During my first match it became abundantly clear to me that you can't just walk into the game and expect to perform well. Rather than being a game that emphasizes quick aim and out-positioning your enemies, it's more about tactics and using teamwork to get a leg up against the opposition. That means that those who invest time into learning the ins and outs of the game's mechanics and how to effectively convey information using voice chat will find success more plentiful than others. Nothing is more frightening than a team of five players who work well together, let me tell you.
Rainbow Six Siege does a superb job of incorporating elements of modern-day counter-terrorism into its gameplay. For example, at the beginning of every round the offensive team will command small robot cameras to investigate the premises. This opportunity to gain intelligence is extremely important in setting your team up for success, and if you keep your camera alive it can be accessed mid-gameplay using a remote camera viewer. Also, every player can rappel up walls and then throw themselves through windows to gain entry. Stairways aren't the only means to access higher levels of a structure. This, combined with the destructible environments, means that there is a ton of different options when choosing how to force your way into a heavily defended location.
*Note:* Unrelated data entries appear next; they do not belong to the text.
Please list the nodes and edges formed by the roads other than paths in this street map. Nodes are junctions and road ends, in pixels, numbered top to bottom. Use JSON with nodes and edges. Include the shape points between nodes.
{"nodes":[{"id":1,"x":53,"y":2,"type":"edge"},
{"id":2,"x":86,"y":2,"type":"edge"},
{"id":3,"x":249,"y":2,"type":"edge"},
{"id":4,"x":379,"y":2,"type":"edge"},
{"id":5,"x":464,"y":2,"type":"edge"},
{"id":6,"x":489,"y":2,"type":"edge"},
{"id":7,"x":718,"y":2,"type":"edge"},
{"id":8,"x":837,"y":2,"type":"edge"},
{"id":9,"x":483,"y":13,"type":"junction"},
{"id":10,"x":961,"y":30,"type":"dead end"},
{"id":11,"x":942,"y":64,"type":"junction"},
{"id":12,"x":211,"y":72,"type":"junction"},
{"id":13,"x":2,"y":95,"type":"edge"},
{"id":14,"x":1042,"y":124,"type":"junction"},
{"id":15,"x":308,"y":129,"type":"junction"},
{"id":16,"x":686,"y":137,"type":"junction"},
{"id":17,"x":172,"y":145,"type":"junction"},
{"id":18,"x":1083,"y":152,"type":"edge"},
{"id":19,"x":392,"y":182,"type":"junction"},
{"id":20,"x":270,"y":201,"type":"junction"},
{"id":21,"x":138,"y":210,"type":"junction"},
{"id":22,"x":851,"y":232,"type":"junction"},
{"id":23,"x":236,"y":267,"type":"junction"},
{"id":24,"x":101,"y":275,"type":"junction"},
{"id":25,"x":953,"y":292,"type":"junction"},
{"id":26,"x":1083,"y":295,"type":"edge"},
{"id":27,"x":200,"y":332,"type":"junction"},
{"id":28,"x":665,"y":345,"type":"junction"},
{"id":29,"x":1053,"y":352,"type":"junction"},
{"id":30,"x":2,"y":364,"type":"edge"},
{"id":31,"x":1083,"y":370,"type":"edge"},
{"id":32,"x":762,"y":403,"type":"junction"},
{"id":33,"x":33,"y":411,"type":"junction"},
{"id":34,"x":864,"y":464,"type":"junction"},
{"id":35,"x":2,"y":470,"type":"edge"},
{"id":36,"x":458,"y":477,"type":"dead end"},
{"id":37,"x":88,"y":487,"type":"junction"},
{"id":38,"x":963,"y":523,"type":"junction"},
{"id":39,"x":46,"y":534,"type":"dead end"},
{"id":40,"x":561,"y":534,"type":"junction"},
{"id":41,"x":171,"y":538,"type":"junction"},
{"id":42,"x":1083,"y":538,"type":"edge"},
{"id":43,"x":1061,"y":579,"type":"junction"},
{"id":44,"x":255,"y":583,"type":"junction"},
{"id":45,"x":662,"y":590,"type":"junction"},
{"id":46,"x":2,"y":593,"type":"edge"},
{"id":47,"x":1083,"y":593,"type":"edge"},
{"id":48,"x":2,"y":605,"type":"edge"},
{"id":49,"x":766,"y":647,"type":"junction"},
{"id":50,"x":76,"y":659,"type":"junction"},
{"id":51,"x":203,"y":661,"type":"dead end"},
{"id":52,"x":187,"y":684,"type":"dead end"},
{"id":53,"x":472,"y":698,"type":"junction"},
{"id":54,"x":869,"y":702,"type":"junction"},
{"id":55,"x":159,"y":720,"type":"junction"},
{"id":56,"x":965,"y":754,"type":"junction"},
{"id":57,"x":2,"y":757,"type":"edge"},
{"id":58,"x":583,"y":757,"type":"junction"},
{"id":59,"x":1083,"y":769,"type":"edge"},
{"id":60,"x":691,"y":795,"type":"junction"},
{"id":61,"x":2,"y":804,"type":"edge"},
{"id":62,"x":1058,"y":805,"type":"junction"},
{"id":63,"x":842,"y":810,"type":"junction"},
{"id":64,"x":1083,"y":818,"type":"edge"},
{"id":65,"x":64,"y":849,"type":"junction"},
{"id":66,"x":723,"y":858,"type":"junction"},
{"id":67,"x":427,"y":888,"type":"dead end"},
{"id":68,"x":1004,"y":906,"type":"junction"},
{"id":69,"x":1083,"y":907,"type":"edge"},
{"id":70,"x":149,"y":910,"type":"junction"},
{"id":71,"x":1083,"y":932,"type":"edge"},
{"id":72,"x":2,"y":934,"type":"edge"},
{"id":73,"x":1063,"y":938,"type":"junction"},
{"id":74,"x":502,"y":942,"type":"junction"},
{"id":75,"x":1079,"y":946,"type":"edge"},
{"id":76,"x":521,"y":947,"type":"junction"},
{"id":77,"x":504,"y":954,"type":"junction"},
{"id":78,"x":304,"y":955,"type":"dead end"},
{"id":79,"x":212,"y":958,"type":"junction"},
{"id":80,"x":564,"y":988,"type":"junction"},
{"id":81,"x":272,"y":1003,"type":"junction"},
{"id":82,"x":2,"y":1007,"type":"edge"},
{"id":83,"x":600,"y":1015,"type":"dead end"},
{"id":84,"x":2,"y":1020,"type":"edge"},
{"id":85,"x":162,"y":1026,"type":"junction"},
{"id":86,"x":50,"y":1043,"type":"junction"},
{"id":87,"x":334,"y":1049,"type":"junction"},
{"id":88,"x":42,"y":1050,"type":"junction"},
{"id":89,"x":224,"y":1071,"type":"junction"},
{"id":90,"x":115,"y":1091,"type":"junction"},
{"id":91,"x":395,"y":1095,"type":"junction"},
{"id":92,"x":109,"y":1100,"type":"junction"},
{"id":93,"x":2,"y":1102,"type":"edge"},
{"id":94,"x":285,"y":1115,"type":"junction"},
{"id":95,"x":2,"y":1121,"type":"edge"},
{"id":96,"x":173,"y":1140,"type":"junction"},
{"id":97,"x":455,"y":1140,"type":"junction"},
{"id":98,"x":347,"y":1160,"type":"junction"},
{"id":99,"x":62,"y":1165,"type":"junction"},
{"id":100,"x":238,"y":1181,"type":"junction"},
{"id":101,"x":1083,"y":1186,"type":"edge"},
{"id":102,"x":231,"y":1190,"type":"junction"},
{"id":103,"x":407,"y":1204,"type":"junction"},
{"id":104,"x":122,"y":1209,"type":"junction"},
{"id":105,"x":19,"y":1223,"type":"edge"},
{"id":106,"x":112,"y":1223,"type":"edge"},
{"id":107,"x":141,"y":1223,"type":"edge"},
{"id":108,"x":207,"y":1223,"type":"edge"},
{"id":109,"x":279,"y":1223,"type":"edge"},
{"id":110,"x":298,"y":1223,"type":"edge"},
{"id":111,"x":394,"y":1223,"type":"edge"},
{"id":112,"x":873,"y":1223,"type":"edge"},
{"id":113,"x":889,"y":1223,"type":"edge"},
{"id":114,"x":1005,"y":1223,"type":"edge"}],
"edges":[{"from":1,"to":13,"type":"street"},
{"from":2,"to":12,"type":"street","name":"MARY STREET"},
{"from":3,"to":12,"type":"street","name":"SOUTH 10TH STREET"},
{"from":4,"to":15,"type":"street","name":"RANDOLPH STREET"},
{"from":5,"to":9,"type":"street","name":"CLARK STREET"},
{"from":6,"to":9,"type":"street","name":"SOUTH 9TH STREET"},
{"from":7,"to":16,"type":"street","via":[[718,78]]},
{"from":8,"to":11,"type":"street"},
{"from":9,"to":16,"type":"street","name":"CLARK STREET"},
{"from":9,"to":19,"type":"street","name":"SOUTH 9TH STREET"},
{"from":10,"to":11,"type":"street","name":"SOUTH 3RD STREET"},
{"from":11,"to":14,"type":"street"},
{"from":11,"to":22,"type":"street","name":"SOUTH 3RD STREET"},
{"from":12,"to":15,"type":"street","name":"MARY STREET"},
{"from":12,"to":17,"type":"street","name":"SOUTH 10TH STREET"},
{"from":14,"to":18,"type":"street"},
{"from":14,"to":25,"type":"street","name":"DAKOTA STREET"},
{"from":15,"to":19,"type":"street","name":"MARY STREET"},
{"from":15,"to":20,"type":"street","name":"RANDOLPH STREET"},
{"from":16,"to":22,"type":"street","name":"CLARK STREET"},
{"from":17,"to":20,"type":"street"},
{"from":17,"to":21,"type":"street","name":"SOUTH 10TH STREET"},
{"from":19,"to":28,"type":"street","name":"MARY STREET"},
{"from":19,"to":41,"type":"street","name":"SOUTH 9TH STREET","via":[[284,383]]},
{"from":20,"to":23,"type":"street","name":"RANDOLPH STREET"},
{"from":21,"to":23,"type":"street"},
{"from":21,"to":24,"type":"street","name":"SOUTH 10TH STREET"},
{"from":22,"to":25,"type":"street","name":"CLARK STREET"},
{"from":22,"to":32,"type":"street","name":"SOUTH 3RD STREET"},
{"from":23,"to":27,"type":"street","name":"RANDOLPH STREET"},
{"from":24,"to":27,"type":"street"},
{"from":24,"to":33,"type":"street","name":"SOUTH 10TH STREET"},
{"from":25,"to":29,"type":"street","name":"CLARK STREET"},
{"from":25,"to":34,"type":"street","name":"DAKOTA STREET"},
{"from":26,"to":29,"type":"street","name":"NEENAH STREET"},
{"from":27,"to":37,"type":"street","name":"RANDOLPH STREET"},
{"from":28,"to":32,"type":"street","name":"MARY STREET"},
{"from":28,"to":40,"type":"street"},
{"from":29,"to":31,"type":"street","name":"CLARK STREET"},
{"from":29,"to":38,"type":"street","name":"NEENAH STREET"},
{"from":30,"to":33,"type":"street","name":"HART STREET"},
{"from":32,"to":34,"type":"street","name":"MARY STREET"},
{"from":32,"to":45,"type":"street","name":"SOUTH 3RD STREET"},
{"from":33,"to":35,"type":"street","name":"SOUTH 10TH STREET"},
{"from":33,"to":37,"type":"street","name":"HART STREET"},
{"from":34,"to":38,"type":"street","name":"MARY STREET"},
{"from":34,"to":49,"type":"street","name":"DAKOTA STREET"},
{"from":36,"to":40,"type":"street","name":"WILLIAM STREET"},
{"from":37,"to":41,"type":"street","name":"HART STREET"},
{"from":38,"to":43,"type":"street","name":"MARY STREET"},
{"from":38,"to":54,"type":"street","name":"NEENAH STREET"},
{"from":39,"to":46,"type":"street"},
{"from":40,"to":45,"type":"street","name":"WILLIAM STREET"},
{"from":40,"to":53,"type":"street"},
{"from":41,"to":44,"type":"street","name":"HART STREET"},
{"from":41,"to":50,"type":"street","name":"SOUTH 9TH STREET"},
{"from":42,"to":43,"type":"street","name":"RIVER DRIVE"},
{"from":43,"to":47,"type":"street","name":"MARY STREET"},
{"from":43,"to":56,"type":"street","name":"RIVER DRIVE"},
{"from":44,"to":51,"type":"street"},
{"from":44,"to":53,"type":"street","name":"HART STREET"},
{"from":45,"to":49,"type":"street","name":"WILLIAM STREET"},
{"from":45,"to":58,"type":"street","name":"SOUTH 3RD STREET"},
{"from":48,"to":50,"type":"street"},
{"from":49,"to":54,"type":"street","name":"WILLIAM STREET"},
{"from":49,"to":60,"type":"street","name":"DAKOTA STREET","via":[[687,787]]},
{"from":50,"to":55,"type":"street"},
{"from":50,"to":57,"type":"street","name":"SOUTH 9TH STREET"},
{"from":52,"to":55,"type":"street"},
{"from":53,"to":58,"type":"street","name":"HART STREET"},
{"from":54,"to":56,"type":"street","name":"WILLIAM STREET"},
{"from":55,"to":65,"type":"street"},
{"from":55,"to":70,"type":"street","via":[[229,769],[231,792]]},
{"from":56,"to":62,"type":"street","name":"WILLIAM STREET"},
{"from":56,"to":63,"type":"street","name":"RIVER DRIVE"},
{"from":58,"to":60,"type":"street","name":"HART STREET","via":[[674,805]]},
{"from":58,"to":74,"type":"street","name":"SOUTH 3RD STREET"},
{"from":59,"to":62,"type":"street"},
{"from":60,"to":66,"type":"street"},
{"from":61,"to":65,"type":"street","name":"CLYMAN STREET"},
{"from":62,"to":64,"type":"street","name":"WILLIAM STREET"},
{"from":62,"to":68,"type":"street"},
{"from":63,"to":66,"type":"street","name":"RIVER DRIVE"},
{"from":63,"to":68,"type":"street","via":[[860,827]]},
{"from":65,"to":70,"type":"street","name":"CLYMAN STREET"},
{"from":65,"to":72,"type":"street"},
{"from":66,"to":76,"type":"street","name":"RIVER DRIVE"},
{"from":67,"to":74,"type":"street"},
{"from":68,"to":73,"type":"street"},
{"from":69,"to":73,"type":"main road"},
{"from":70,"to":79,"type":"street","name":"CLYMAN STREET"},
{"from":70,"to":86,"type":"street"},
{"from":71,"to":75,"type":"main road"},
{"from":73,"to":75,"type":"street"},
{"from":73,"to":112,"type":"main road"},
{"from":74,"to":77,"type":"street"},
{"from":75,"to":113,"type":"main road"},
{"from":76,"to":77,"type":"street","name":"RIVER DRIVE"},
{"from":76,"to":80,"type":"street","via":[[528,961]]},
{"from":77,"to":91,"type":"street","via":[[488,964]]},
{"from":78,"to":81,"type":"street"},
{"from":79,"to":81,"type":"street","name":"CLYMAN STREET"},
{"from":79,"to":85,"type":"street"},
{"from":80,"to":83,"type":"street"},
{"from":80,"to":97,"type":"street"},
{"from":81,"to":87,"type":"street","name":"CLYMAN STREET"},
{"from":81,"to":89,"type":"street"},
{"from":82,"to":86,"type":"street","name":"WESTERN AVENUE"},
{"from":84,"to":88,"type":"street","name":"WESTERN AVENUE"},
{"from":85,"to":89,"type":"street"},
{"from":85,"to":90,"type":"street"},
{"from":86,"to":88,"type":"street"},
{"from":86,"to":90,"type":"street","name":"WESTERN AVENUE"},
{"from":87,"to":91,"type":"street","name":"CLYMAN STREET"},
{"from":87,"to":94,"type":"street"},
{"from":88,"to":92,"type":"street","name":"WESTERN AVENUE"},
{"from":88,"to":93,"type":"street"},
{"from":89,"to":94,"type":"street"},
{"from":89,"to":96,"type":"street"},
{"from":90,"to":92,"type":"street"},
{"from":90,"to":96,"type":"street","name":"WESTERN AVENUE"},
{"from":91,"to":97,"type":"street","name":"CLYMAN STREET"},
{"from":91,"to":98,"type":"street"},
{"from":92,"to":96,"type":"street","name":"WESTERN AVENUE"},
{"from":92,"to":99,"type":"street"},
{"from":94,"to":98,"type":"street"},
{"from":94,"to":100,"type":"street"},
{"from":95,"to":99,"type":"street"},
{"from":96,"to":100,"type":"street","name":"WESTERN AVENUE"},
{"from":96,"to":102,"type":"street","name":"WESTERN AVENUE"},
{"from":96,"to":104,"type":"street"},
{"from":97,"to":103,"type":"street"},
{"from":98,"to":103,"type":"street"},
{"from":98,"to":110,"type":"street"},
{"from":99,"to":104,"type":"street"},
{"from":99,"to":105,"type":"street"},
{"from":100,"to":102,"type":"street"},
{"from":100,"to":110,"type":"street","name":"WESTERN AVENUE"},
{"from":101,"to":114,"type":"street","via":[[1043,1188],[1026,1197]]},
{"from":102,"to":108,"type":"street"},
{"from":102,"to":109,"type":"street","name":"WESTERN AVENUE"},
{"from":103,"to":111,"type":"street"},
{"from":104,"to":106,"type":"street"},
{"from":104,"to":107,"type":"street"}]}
If you're a Counter-Strike fan like myself, you're likely wondering how Rainbow Six Siege compares. I'm happy to say that it has the same general vibe where you're urged to play intelligently and cautiously. It's one that is exciting to watch due to the high value of each player's life. You find yourself spectating other players often, and sometimes that leads to truly exciting moments when a player scores a win for the team under pressure.
However, in its current state its engine isn't nearly as solid as those in Counter-Strike 1.6 and Counter-Strike: Global Offensive. It's running on AnvilNext, the same engine that Assassin's Creed Unity was built on. It already has some of the same great lighting technology impressing on the visual front, but the gunplay feels a little off. There are times where I felt that the engine was a larger contributor to my death than my aiming skills. Hopefully this changes by the time of release.
Rainbow Six Siege's Closed Alpha does suffer from some technical issues, too. Thankfully, these issues are the sort of thing you expect from an Alpha months out from release (not counting delays . Of these issues two in particular harmed my experience. The first is an irritating bug which causes the scoreboard to flash in-between rounds. The other is the loading times, which are the worst I've ever encountered—yes, worse than Bloodborne's. There is also a lack of settings in the options menu, including one for disabling microphone auto-detect. Once again, I fully expect these shortcomings to be tackled in the coming months.
The foundation of Tom Clancy's Rainbow Six Siege is as good as it looked during its E3 debut. However, this is a game that I foresee being divisive due to its heavy tactical nature. Only those with patience and a willingness to co-operate with teammates are likely to get everything out of the game that it offers. For those that this game is styled for, a thrilling first-person shooter awaits.